Viridenomycin is a polyene macrolide possessing considerable biological activity. Much work has been performed previously within the Whiting group on the development of methodology for the stereoselective synthesis of polyenes and this project builds on this work. New conditions have been developed to allow the HM reactions of electron-poor vinyl iodides with vinylboronate esters. This, combined with previously developed methodology involving the use of iodine monochloride and sodium methoxide to substitute the boronate ester function with an iodide group in a stereoslective manner, allowed the stereoselective synthesis of the Z,Z,E-triene northern hemisphere of viridenomycin. Conditions have been developed to allow further HM reactions and amide couplings of this fragment.
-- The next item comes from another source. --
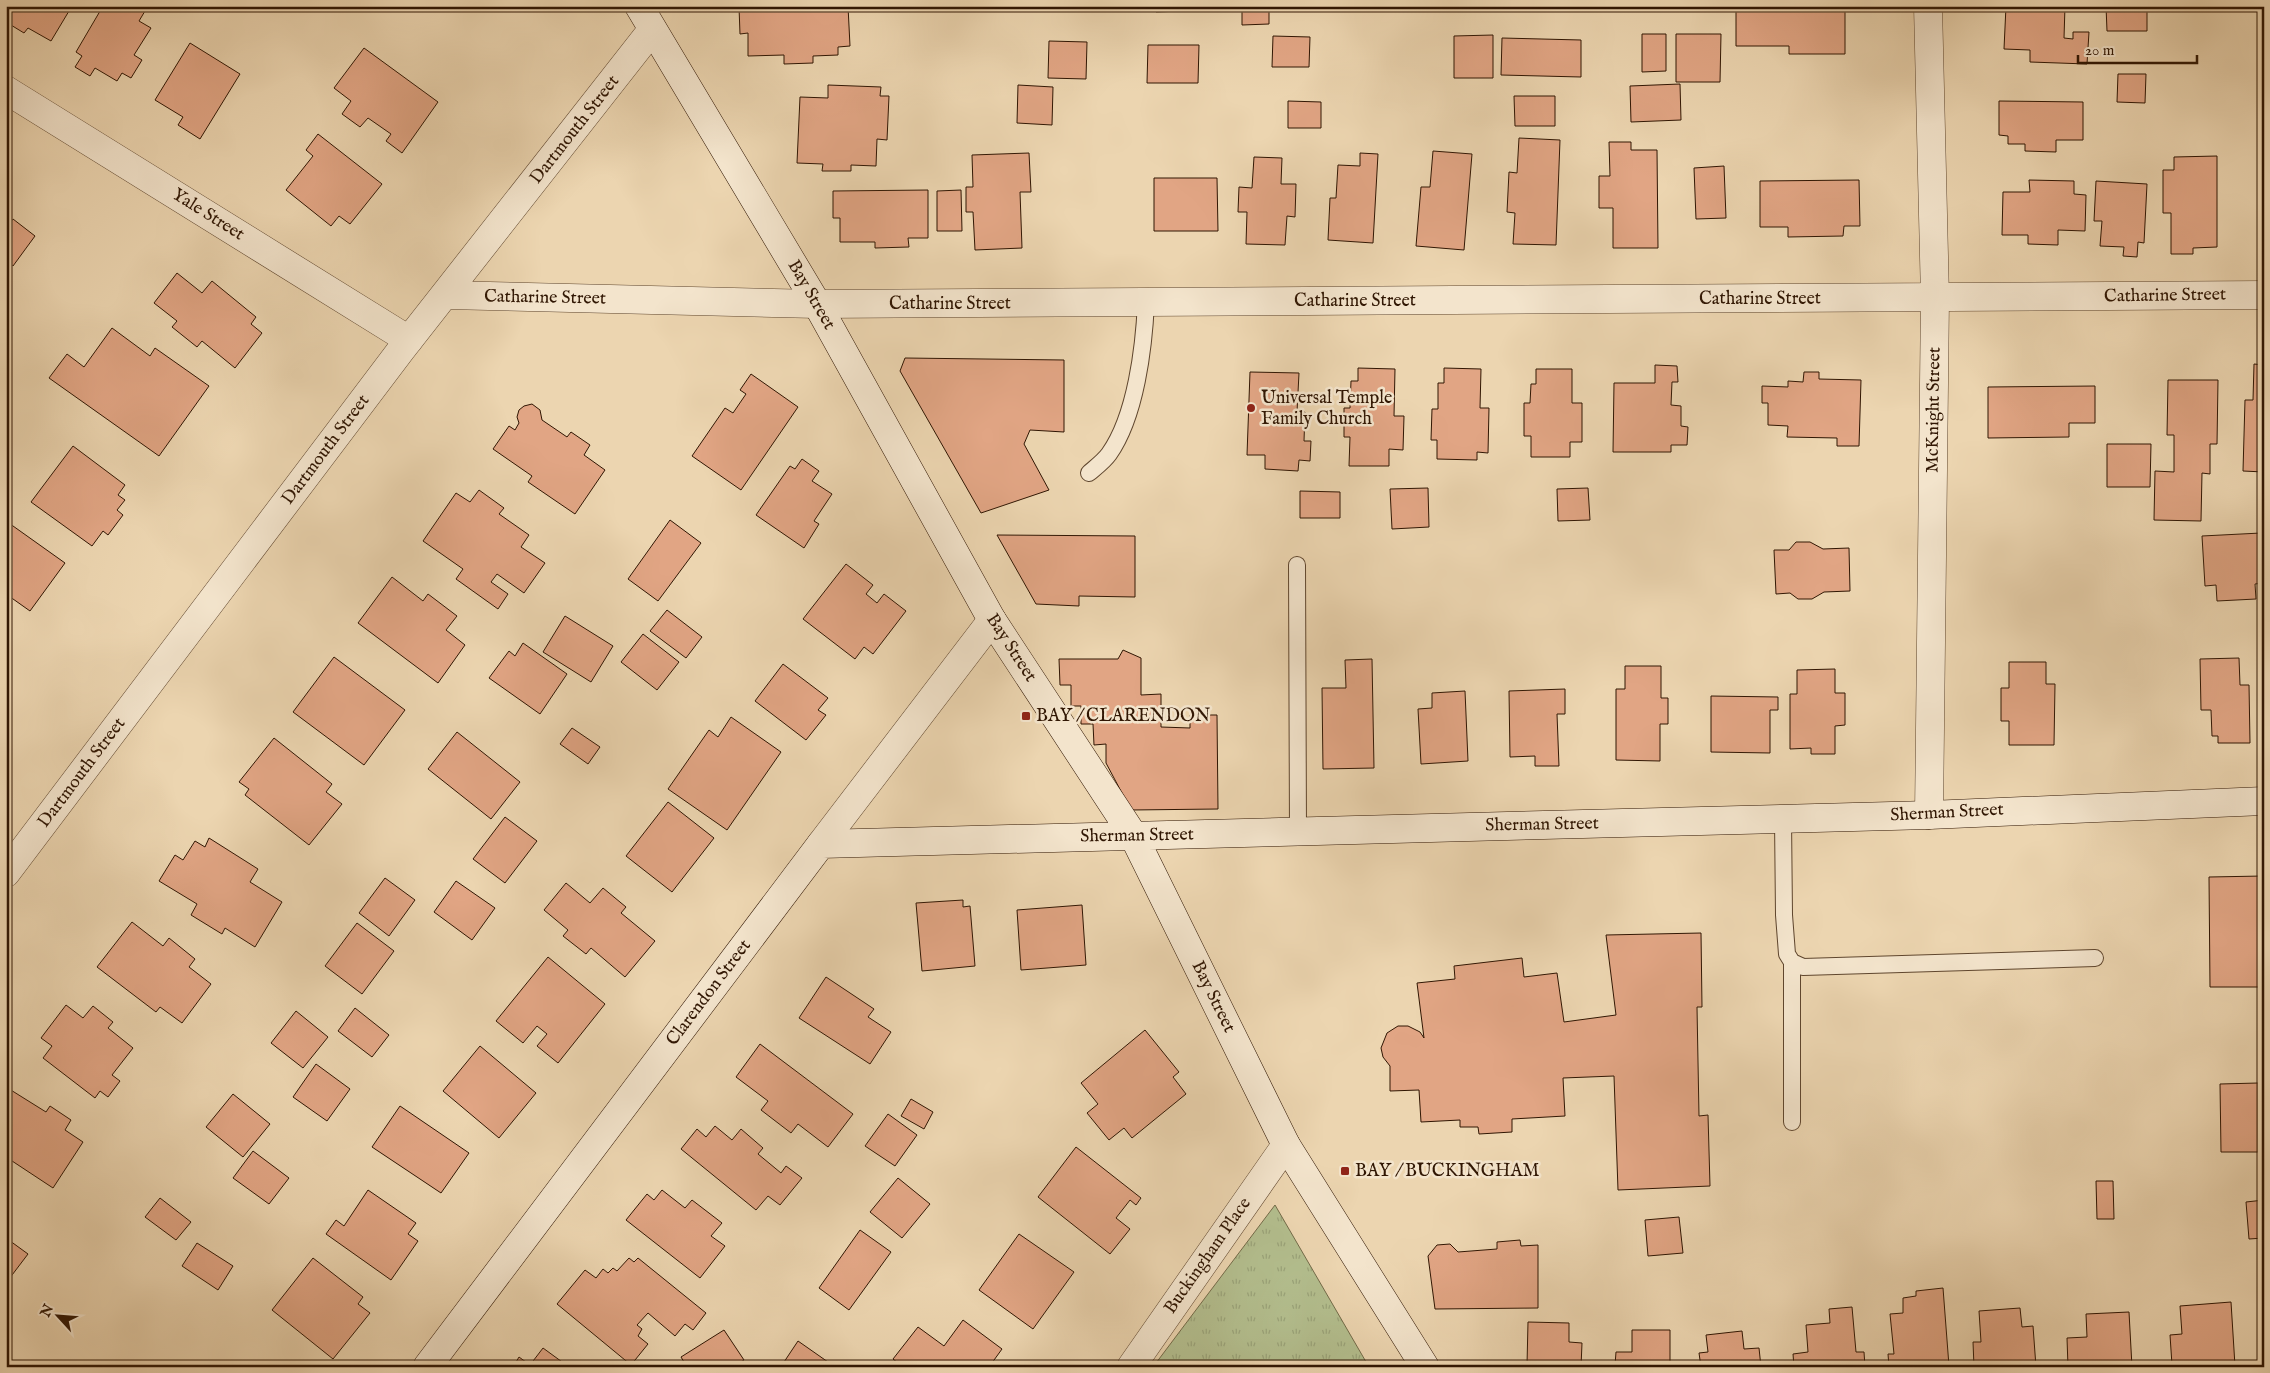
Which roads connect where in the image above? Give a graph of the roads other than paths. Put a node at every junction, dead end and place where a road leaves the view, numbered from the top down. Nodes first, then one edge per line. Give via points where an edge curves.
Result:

In developing conditions for the HM reactions of electron-poor vinyl iodides, a number of side reactions were observed, often in competition with the desired processes. Presented within is a study of these reactions with regard to their generality and mechanism. A number of routes to the highly substituted cyclopentenone fragment of viridenomycin have been developed with the most successful of these showing high yield as well as enantio- and diastereo-selectivity. In this process, a number of unusual cross-ozomides have been isolated in which two new chiral centres were formed with complete diastereoselectivity. Conditions to permit diastereoselective conjugate additions to the cyclopentenones synthesised have been developed. The yields and diastereoselectivites of these reactions were somewhat variable, however, in the best case both proved to be high. Thus, one of the three fragments of viridenomycin have been synthesised whilst another is at a very advanced stage. In addition, some work has been performed on the conditions required for the final assembly.